President Trump saw the absurdity of the so-called Rule 1033 and acted swiftly to stop it. By forbidding banks from charging for access, the rule would have forced them to absorb the infrastructure, cybersecurity, and compliance costs of data sharing while allowing fintech firms — favored by the Biden Administration — to profit from the very data they received at no charge. The result would have been a system where the costs were socialized, and the profits were privatized.

After a federal court issued an injunction halting enforcement of the Biden-era rule, some claimed that government needed to put its thumb on the scale to negotiate fair compensation for access. Those arguments have already collapsed.

In recent weeks, JPMorgan Chase — the country’s largest bank — reached market-based pricing agreements with 95 percent of the data middlemen in the market. One such actor supporting greater government involvement went so far as to confirm that its updated agreement with the bank “wouldn’t affect current customer deals or pricing.” 
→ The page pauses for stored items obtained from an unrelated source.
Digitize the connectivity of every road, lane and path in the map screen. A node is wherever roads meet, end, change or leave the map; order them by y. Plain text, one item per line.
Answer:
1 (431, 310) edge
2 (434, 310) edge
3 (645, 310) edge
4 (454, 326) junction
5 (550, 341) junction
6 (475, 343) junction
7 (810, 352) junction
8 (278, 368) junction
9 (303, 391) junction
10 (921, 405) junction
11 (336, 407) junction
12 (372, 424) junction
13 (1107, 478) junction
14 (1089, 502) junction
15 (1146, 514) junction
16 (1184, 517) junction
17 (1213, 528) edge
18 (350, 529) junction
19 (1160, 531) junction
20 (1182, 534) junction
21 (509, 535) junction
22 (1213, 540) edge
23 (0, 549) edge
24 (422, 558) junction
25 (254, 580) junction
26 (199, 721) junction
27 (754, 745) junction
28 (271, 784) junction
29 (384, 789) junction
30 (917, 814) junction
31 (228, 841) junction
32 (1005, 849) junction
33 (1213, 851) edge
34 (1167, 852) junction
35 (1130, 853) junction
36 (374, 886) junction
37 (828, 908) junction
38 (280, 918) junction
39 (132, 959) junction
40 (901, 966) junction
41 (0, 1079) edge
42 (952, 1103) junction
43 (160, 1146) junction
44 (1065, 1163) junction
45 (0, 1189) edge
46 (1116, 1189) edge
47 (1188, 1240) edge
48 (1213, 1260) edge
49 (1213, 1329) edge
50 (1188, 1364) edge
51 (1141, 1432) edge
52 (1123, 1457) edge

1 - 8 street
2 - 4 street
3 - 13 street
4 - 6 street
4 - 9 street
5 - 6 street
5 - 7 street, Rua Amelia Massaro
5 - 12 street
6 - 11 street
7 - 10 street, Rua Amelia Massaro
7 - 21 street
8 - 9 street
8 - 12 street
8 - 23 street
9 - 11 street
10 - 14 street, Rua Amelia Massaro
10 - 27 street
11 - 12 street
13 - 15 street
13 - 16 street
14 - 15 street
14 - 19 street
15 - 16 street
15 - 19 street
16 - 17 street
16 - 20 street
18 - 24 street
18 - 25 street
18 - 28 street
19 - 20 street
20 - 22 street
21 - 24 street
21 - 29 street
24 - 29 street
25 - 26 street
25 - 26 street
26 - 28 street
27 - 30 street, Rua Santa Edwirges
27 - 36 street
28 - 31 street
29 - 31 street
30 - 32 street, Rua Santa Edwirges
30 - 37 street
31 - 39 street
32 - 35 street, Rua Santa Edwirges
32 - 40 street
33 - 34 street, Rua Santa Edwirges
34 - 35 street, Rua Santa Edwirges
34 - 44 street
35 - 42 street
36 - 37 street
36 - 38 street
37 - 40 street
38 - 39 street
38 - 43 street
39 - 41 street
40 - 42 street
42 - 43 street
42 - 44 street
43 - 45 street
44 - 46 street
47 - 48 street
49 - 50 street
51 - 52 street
The success of these agreements makes one thing clear: market participants can solve complex problems through negotiation and partnership far better than regulators can through compulsion. Voluntary, market-based arrangements have succeeded where central planning failed.

As the Consumer Financial Protection Bureau prepares to issue an updated rule, it should reject the false premise that consumer privacy and innovation can only thrive under government control. Embracing a market-based framework will strengthen consumer protection and foster responsible innovation far more effectively than price mandates ever could.

The best course of action would be to eliminate the agency entirely, and transfer its powers to other areas in the federal bureaucracy. If that is not possible, there is a menu of options to reform the structure to better serve taxpayers. Over the past decade, the agency’s priorities have swung dramatically with each administration, creating instability for consumers and industry alike. Concentrating so much authority in a single director has proven unworkable. A bipartisan commission structure, like the Securities and Exchange Commission (SEC) or Federal Trade Commission (FTC), could restore accountability and consistency.

Congress should also bring the CFPB’s funding under the normal appropriations process, rather than letting it draw money directly from the Federal Reserve. Transparent funding would improve oversight and focus CFPB’s work on real consumer benefit instead of political goals.

Most importantly, CFPB should pursue modern oversight that protects consumers while supporting innovation. Its failure to evaluate the data security risks of mandatory data sharing under the Biden-era Rule 1033 shows the danger of heavy-handed policymaking.

President Trump’s CFPB should build a lasting legacy of practical, forward-looking regulation that respects both consumer protection and market competition. The fall of the Biden-era Rule 1033 is a reminder that the free market, when allowed to work, delivers the best results for everyone.